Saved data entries

┌────────

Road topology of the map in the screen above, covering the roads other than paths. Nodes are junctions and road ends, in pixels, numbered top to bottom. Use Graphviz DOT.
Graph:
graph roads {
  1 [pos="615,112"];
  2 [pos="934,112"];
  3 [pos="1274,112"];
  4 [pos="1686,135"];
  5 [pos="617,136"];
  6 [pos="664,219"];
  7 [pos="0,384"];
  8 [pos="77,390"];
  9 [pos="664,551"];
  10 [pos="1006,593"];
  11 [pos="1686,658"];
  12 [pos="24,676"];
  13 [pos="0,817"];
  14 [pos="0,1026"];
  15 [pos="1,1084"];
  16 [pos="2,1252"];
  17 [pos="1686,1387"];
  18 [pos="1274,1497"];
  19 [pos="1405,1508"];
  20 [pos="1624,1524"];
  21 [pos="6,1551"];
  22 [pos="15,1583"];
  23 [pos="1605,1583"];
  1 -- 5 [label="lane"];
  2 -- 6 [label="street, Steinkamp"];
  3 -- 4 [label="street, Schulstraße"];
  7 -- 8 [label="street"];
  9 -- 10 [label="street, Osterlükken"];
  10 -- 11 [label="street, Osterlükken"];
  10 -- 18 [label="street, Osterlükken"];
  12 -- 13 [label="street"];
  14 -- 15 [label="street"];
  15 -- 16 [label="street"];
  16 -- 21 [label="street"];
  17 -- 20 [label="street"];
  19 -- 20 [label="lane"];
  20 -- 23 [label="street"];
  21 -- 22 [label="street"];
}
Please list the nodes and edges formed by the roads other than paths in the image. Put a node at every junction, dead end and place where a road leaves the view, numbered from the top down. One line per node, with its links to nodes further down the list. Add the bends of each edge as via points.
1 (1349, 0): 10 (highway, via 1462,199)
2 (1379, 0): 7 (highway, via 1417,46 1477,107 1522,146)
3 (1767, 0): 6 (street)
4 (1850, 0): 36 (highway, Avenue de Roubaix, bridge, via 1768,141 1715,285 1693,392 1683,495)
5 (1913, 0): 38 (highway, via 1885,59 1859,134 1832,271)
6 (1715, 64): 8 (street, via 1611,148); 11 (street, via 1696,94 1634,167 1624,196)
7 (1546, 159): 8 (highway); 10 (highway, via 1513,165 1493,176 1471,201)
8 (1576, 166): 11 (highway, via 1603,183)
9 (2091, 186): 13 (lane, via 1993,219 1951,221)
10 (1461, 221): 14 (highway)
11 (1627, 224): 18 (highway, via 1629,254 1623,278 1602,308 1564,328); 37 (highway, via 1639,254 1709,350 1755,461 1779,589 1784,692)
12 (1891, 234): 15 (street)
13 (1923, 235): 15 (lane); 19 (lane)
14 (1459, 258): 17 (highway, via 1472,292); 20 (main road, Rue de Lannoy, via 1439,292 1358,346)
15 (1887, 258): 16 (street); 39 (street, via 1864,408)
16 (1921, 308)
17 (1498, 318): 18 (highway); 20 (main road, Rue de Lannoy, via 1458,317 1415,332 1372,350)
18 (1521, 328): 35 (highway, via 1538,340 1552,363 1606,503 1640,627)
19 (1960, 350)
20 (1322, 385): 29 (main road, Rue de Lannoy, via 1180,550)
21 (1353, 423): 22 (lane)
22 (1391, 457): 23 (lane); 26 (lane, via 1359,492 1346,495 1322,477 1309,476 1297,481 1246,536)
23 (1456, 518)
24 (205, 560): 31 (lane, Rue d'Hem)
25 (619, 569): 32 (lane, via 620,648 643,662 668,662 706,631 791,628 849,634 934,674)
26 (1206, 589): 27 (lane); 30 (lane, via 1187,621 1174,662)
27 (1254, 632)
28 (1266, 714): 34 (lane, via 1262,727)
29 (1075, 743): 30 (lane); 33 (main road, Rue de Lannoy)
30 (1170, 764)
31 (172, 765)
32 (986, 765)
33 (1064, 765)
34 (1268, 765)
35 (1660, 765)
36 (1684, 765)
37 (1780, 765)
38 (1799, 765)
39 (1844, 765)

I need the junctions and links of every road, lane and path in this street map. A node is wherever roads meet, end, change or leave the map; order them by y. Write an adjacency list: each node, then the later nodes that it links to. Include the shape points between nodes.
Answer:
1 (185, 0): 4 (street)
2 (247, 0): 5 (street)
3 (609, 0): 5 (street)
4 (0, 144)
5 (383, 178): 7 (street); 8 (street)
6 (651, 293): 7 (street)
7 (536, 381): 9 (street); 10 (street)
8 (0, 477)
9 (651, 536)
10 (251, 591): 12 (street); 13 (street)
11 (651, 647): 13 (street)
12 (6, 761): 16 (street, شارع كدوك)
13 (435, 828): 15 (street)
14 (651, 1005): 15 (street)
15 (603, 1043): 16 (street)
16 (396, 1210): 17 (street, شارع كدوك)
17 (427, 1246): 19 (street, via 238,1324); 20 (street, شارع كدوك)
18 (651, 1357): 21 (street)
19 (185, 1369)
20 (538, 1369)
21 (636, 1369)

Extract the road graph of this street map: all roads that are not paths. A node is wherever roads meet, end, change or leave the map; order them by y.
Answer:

└────────

=== Task to complete ===
Transcribe all the entries exactly, as they stand.

=== Completed exercise ===
Road topology of the map in the screen above, covering the roads other than paths. Nodes are junctions and road ends, in pixels, numbered top to bottom. Use Graphviz DOT.
Graph:
graph roads {
  1 [pos="615,112"];
  2 [pos="934,112"];
  3 [pos="1274,112"];
  4 [pos="1686,135"];
  5 [pos="617,136"];
  6 [pos="664,219"];
  7 [pos="0,384"];
  8 [pos="77,390"];
  9 [pos="664,551"];
  10 [pos="1006,593"];
  11 [pos="1686,658"];
  12 [pos="24,676"];
  13 [pos="0,817"];
  14 [pos="0,1026"];
  15 [pos="1,1084"];
  16 [pos="2,1252"];
  17 [pos="1686,1387"];
  18 [pos="1274,1497"];
  19 [pos="1405,1508"];
  20 [pos="1624,1524"];
  21 [pos="6,1551"];
  22 [pos="15,1583"];
  23 [pos="1605,1583"];
  1 -- 5 [label="lane"];
  2 -- 6 [label="street, Steinkamp"];
  3 -- 4 [label="street, Schulstraße"];
  7 -- 8 [label="street"];
  9 -- 10 [label="street, Osterlükken"];
  10 -- 11 [label="street, Osterlükken"];
  10 -- 18 [label="street, Osterlükken"];
  12 -- 13 [label="street"];
  14 -- 15 [label="street"];
  15 -- 16 [label="street"];
  16 -- 21 [label="street"];
  17 -- 20 [label="street"];
  19 -- 20 [label="lane"];
  20 -- 23 [label="street"];
  21 -- 22 [label="street"];
}
Please list the nodes and edges formed by the roads other than paths in the image. Put a node at every junction, dead end and place where a road leaves the view, numbered from the top down. One line per node, with its links to nodes further down the list. Add the bends of each edge as via points.
1 (1349, 0): 10 (highway, via 1462,199)
2 (1379, 0): 7 (highway, via 1417,46 1477,107 1522,146)
3 (1767, 0): 6 (street)
4 (1850, 0): 36 (highway, Avenue de Roubaix, bridge, via 1768,141 1715,285 1693,392 1683,495)
5 (1913, 0): 38 (highway, via 1885,59 1859,134 1832,271)
6 (1715, 64): 8 (street, via 1611,148); 11 (street, via 1696,94 1634,167 1624,196)
7 (1546, 159): 8 (highway); 10 (highway, via 1513,165 1493,176 1471,201)
8 (1576, 166): 11 (highway, via 1603,183)
9 (2091, 186): 13 (lane, via 1993,219 1951,221)
10 (1461, 221): 14 (highway)
11 (1627, 224): 18 (highway, via 1629,254 1623,278 1602,308 1564,328); 37 (highway, via 1639,254 1709,350 1755,461 1779,589 1784,692)
12 (1891, 234): 15 (street)
13 (1923, 235): 15 (lane); 19 (lane)
14 (1459, 258): 17 (highway, via 1472,292); 20 (main road, Rue de Lannoy, via 1439,292 1358,346)
15 (1887, 258): 16 (street); 39 (street, via 1864,408)
16 (1921, 308)
17 (1498, 318): 18 (highway); 20 (main road, Rue de Lannoy, via 1458,317 1415,332 1372,350)
18 (1521, 328): 35 (highway, via 1538,340 1552,363 1606,503 1640,627)
19 (1960, 350)
20 (1322, 385): 29 (main road, Rue de Lannoy, via 1180,550)
21 (1353, 423): 22 (lane)
22 (1391, 457): 23 (lane); 26 (lane, via 1359,492 1346,495 1322,477 1309,476 1297,481 1246,536)
23 (1456, 518)
24 (205, 560): 31 (lane, Rue d'Hem)
25 (619, 569): 32 (lane, via 620,648 643,662 668,662 706,631 791,628 849,634 934,674)
26 (1206, 589): 27 (lane); 30 (lane, via 1187,621 1174,662)
27 (1254, 632)
28 (1266, 714): 34 (lane, via 1262,727)
29 (1075, 743): 30 (lane); 33 (main road, Rue de Lannoy)
30 (1170, 764)
31 (172, 765)
32 (986, 765)
33 (1064, 765)
34 (1268, 765)
35 (1660, 765)
36 (1684, 765)
37 (1780, 765)
38 (1799, 765)
39 (1844, 765)

I need the junctions and links of every road, lane and path in this street map. A node is wherever roads meet, end, change or leave the map; order them by y. Write an adjacency list: each node, then the later nodes that it links to. Include the shape points between nodes.
Answer:
1 (185, 0): 4 (street)
2 (247, 0): 5 (street)
3 (609, 0): 5 (street)
4 (0, 144)
5 (383, 178): 7 (street); 8 (street)
6 (651, 293): 7 (street)
7 (536, 381): 9 (street); 10 (street)
8 (0, 477)
9 (651, 536)
10 (251, 591): 12 (street); 13 (street)
11 (651, 647): 13 (street)
12 (6, 761): 16 (street, شارع كدوك)
13 (435, 828): 15 (street)
14 (651, 1005): 15 (street)
15 (603, 1043): 16 (street)
16 (396, 1210): 17 (street, شارع كدوك)
17 (427, 1246): 19 (street, via 238,1324); 20 (street, شارع كدوك)
18 (651, 1357): 21 (street)
19 (185, 1369)
20 (538, 1369)
21 (636, 1369)

Extract the road graph of this street map: all roads that are not paths. A node is wherever roads meet, end, change or leave the map; order them by y.
Answer:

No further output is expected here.